Work request -
Exactly as given, reproduce the records in full.

****************

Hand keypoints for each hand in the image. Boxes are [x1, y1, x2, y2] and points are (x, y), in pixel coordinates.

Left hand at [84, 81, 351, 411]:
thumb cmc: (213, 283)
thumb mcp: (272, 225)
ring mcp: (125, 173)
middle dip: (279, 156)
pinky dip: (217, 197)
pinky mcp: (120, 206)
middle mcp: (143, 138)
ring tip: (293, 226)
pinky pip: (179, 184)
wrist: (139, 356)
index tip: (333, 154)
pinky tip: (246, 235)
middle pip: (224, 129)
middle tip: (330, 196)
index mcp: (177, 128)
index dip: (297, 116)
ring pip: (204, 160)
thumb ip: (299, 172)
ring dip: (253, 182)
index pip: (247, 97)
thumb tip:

****************

Solution for this problem -
Hand keypoints for each hand in the image. Boxes are [x1, y1, x2, y2] and points are (x, y), in pixel coordinates.

Left hand at [84, 81, 351, 411]:
thumb cmc: (213, 283)
thumb mcp: (272, 225)
ring mcp: (125, 173)
middle dip: (279, 156)
pinky dip: (217, 197)
pinky mcp: (120, 206)
middle mcp: (143, 138)
ring tip: (293, 226)
pinky pip: (179, 184)
wrist: (139, 356)
index tip: (333, 154)
pinky tip: (246, 235)
middle pip: (224, 129)
middle tip: (330, 196)
index mcp: (177, 128)
index dip: (297, 116)
ring pip: (204, 160)
thumb ip: (299, 172)
ring dip: (253, 182)
index pip: (247, 97)
thumb tip:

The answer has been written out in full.